The integrity of this blog has been seriously compromised.

I've always been proud of the fact that I have no party allegiance (apart, clearly and sensibly, from being strongly anti-Ukip) and have critiqued anyone and everyone from Jeremy Corbyn to Donald Trump. Even before politics got silly, Gordon Brown and George W Bush both received the tough side of my love.

And now I fear I have to declare an interest. The days of guaranteed impartiality on these pages may be nearing their end.

To be fair, anyone who has any knowledge of my voting record knows that it is remarkably colourblind. I've been privileged to be able to vote for friends in most of the places where I have lived. That means I have put policy and party and wider matters aside when I have stepped into the voting booth and voted largely for the person.

But now a man who used to be my next door neighbour, a man I first met as he cut out the roots of a tree in his garden next to my kitchen, a man who has cooked for me and poured me more glasses of wine than either of us could count, a man who has helped me in my darker hours and celebrated with me in all kinds of joy, a man who has walked with my dogs and whose kids have learned to play on my piano - in other words, a man I trust completely: a friend - this man is on the ballot for leader of the Labour Party.

So I am compromised. I have no impartiality. I am not qualified to speak to his politics, but about his character I will say:
Owen Smith is a good man, with a good heart, a heart and voice that says now for all to hear what I have heard in his home and mine for years.
I am a friend, and therefore biased, and my bias is based on this:
God has blessed me with many gifts, but the richest of them are my friends. I love Owen and Liz dearly, and am blessed indeed to have such friends as these.

So my blog may well be compromised.
But bring it on!

PS - if you don't yet know Owen well, perhaps this might help...

Friday, July 08, 2016

we rise again trying

There's been so much news recently that people have even been buying newspapers. Though as the news has been changing every hour, they've been more for a historical record than for keeping up to date.

The sliver lining, for now, is that That Man Farage seems to have gone. But as one can never believe anything he says, who knows whether he will stay away. Hopefully someone will make him illegal. There's one piece of censorship we can all agree on.

Except we can't.

An unelected bigot with a megaphone spooked the Prime Minister and forced us out of the European Union. Hopefully TMF will soon be confined to the pages that wrap chips, but his poison remains with us a while yet. We have work to do to get it out of our system.

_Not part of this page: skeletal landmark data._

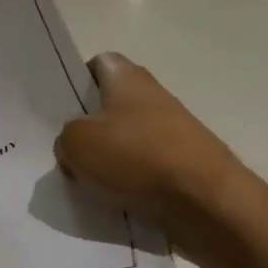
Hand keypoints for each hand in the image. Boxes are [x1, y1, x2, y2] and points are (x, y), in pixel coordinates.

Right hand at [56, 54, 267, 267]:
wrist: (207, 203)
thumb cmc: (137, 158)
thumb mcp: (77, 143)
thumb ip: (66, 136)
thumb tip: (75, 144)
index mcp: (127, 78)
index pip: (97, 64)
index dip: (77, 82)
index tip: (60, 108)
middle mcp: (152, 97)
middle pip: (111, 106)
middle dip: (88, 127)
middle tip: (65, 150)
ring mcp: (172, 132)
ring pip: (127, 141)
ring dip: (108, 160)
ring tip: (86, 183)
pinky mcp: (184, 166)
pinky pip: (144, 170)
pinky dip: (129, 183)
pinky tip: (114, 201)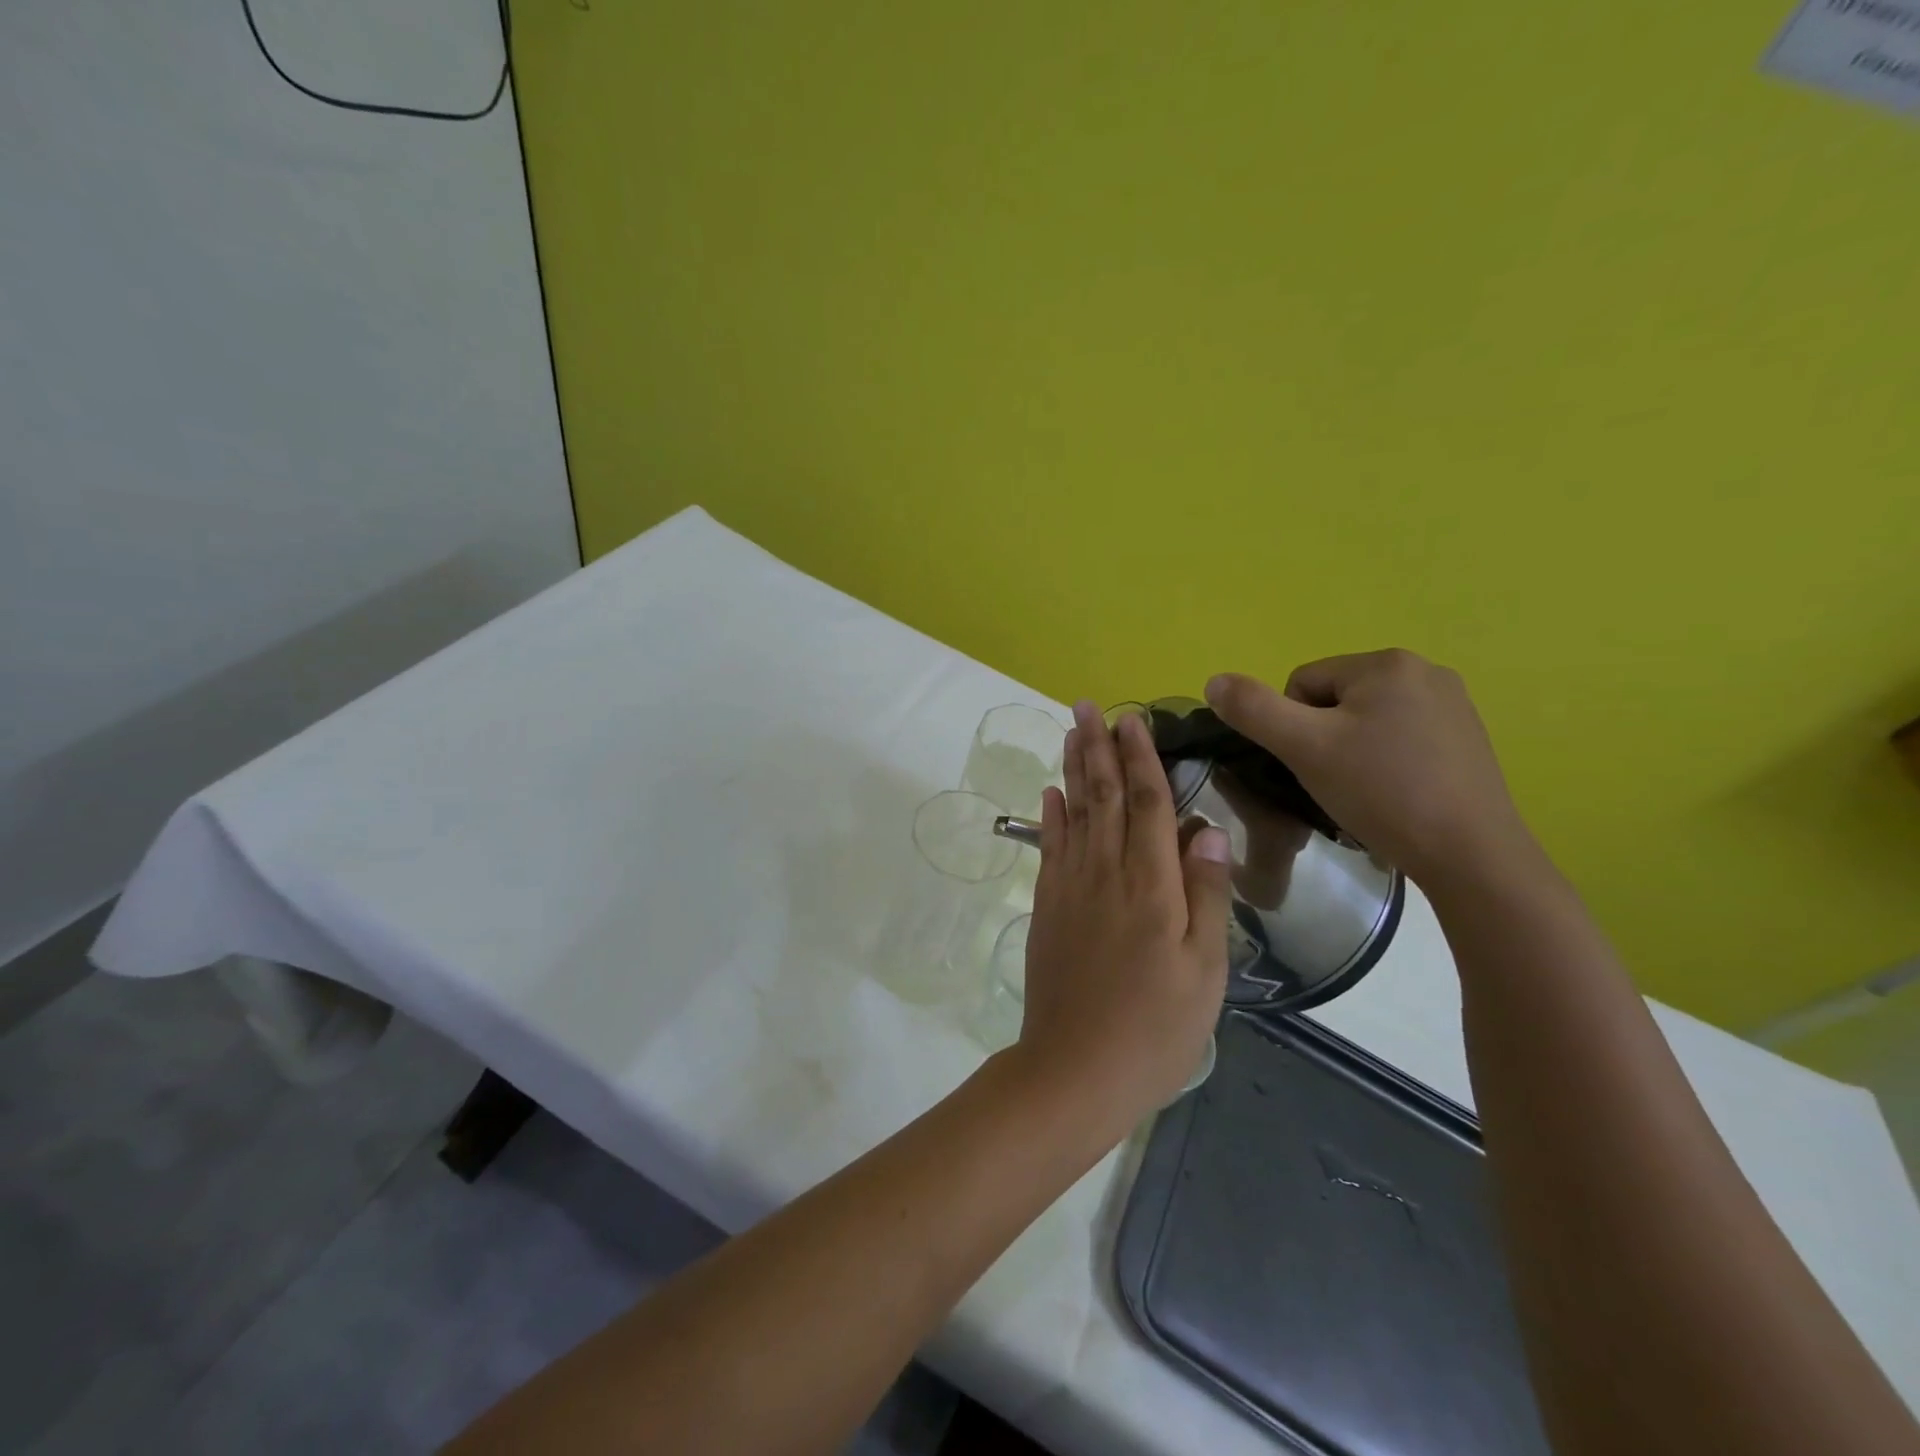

The Tories are electing a woman leader and Prime Minister. If they have any sense they will follow this with a quick General Election; Gordon Brown learned what happens to Prime Ministers who don't ask the people to condone a political coronation. And the Labour Party is in such disarray that no-one has a clue what would happen if an election happened.

The Lib-Dems might gain seats.

The truth of the Referendum is that families can't speak without pain. Half of us are now "bad losers"; the other half of us are "ignorant racists" who had no idea what they were voting for. And I have no idea if those who are spoken of as taking over the two main parties have any kind of vision of unity for the country; some of their words I read demonstrate very party-based thinking, and in a world where we are already stuck in the trench-mud of polarisation and hatred, I'm kind of praying for more than this.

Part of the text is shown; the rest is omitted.